Class DependenceScoreModifier

  • All Implemented Interfaces:
    java.lang.Cloneable, DocumentScoreModifier
    Direct Known Subclasses:
    DFRDependenceScoreModifier, MRFDependenceScoreModifier

    public abstract class DependenceScoreModifier
    extends java.lang.Object
    implements DocumentScoreModifier
    Base class for Dependence models. Document scores are modified using n-grams, approximating the dependence of terms between documents. Implemented as a document score modifier, similarly to PhraseScoreModifier.
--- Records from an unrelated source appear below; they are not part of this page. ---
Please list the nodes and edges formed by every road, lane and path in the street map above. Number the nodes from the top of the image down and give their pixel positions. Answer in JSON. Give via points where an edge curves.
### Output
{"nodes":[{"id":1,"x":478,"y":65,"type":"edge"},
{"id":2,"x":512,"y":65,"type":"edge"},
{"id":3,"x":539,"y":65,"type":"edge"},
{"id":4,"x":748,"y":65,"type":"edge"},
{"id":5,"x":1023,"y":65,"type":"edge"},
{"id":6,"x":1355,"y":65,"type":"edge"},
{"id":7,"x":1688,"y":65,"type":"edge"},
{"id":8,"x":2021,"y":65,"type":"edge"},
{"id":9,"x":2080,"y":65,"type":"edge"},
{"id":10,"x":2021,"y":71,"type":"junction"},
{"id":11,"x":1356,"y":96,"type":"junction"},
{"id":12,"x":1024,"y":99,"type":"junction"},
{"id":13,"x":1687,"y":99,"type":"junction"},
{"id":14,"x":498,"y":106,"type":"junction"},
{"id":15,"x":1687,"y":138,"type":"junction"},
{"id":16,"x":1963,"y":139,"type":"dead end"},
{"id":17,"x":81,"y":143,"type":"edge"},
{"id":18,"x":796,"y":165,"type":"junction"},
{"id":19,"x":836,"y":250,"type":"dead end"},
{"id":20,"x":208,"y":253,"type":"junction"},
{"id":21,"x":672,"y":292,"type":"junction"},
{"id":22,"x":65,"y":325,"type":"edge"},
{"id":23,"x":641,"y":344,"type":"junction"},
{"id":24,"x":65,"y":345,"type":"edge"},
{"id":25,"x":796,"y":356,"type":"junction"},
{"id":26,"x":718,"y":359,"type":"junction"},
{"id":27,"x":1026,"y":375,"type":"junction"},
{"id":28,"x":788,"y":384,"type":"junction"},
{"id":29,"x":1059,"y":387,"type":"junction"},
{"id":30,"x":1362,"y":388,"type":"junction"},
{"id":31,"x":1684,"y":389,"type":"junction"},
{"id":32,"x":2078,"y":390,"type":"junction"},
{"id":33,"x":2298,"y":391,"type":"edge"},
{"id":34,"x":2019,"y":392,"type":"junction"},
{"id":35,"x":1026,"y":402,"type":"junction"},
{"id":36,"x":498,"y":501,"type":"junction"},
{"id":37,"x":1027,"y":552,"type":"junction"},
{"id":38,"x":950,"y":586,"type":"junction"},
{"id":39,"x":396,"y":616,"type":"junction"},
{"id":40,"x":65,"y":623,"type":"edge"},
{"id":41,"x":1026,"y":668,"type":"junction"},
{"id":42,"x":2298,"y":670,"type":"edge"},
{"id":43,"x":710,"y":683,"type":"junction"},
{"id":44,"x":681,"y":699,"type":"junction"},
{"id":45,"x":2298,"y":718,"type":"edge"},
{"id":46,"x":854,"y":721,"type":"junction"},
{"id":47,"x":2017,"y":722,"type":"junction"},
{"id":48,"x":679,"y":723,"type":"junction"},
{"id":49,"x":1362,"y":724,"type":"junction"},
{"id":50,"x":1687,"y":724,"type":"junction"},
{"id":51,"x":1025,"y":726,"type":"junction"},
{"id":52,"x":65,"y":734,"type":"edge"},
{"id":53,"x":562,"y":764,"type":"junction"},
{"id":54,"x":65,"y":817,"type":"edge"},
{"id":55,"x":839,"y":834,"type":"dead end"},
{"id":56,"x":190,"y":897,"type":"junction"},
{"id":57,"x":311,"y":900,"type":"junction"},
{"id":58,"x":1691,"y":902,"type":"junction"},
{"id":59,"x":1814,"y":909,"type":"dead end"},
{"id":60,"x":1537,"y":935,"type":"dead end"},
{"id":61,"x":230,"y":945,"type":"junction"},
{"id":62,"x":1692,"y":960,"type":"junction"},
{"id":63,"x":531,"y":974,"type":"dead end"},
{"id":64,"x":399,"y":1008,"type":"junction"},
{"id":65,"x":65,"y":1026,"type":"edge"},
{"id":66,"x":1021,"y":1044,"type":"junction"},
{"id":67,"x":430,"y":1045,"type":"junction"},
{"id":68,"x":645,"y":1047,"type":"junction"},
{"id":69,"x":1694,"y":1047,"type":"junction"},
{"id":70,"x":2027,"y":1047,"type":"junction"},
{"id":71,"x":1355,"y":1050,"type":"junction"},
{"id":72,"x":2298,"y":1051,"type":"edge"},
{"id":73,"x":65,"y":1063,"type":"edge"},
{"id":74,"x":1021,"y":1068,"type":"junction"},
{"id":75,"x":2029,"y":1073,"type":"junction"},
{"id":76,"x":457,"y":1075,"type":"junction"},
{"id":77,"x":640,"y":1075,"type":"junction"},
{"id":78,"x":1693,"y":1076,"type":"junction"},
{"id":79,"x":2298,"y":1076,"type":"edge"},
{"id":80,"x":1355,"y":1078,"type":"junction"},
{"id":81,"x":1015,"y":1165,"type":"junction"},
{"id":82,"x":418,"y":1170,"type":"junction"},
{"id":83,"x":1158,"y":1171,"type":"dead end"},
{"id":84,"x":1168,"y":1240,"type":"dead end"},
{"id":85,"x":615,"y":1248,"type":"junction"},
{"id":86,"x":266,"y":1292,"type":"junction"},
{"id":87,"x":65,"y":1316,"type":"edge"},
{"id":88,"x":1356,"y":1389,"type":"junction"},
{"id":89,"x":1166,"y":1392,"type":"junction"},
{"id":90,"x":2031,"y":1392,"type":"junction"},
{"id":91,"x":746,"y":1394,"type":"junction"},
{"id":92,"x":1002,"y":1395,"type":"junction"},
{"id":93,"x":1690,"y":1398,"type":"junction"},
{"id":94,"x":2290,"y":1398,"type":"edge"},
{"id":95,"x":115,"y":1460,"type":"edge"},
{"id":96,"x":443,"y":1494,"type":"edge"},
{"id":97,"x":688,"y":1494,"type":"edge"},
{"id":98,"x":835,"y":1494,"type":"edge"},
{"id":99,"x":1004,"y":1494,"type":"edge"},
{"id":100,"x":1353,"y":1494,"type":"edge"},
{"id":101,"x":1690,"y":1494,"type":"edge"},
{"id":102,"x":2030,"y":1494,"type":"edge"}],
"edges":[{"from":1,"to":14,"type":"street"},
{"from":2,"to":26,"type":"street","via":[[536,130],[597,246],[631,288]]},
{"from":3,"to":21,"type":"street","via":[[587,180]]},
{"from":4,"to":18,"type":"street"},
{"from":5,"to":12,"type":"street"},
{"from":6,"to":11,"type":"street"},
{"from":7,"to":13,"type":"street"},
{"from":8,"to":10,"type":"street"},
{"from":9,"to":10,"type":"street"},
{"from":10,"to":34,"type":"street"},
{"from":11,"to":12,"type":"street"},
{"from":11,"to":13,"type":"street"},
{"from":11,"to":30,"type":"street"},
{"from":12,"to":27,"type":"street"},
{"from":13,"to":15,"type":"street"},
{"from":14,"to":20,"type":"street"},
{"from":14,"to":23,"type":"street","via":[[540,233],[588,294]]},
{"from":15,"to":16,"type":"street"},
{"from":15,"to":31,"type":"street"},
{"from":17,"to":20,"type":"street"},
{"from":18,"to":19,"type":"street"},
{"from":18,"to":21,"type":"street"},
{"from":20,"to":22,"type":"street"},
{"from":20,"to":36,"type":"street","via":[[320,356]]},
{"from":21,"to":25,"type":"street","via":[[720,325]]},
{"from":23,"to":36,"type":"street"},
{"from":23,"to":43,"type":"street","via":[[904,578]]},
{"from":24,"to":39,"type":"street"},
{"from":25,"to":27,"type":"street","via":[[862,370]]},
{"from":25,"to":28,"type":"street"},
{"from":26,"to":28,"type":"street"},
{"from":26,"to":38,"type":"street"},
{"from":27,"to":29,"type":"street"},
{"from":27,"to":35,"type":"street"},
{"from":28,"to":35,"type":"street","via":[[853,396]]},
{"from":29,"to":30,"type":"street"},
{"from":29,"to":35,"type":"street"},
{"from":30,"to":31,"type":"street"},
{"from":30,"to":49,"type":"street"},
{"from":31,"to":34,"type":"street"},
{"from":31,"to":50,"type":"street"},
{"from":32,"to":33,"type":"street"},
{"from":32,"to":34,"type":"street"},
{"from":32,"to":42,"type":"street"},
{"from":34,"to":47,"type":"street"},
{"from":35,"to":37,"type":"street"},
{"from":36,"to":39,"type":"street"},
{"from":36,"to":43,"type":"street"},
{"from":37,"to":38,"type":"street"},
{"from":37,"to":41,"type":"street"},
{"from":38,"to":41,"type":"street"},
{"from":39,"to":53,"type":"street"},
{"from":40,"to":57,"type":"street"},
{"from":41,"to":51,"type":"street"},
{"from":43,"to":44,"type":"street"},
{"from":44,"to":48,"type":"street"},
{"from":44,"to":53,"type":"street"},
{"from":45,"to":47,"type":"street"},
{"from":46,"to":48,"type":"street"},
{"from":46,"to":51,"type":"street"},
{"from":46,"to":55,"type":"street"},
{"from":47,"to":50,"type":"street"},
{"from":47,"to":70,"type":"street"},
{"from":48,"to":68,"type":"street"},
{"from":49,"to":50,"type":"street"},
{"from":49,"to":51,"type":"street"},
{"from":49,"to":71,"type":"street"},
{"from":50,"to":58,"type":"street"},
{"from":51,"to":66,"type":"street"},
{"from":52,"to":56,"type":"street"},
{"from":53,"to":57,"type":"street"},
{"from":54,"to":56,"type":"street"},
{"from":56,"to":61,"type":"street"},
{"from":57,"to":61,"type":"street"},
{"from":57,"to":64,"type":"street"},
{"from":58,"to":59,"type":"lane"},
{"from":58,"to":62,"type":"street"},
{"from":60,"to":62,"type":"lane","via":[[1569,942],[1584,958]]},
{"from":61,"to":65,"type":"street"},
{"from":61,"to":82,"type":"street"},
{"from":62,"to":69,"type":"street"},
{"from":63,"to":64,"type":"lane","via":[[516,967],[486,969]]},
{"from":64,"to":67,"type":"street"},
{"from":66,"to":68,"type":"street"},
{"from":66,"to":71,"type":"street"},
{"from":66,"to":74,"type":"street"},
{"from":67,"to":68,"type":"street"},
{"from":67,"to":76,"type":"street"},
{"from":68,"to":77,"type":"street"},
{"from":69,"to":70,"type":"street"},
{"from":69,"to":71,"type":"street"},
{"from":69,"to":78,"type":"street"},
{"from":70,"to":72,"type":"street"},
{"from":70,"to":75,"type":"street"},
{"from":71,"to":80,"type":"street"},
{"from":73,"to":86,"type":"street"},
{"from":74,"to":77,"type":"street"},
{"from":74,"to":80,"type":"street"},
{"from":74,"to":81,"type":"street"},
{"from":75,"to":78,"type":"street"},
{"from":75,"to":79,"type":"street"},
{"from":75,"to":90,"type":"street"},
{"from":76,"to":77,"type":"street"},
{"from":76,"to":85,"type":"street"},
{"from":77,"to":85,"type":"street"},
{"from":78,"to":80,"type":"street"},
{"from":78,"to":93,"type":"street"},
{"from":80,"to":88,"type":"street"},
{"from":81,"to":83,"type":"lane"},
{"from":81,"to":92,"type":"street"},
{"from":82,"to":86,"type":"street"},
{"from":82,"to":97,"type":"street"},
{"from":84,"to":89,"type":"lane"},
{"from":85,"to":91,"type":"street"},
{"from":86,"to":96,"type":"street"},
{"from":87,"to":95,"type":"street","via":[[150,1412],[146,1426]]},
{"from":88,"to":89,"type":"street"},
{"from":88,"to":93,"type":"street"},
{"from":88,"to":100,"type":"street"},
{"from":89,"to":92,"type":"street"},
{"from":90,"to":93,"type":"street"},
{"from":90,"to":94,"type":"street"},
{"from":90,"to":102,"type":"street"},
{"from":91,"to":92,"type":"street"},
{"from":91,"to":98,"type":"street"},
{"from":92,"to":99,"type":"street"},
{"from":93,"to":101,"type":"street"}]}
Postings lists are traversed in a DAAT fashion.

    Properties

    • proximity.dependency.type - one of SD, FD for sequential dependence or full dependence
    • proximity.ngram.length - proxmity windows, in tokens
    • proximity.w_t - weight of unigram in combination, defaults 1.0d
    • proximity.w_o - weight of SD in combination, default 1.0d
    • proximity.w_u - weight of FD in combination, default 1.0d
    • proximity.qtw.fnid - combination function to combine the qtws of two terms involved in a phrase. See below.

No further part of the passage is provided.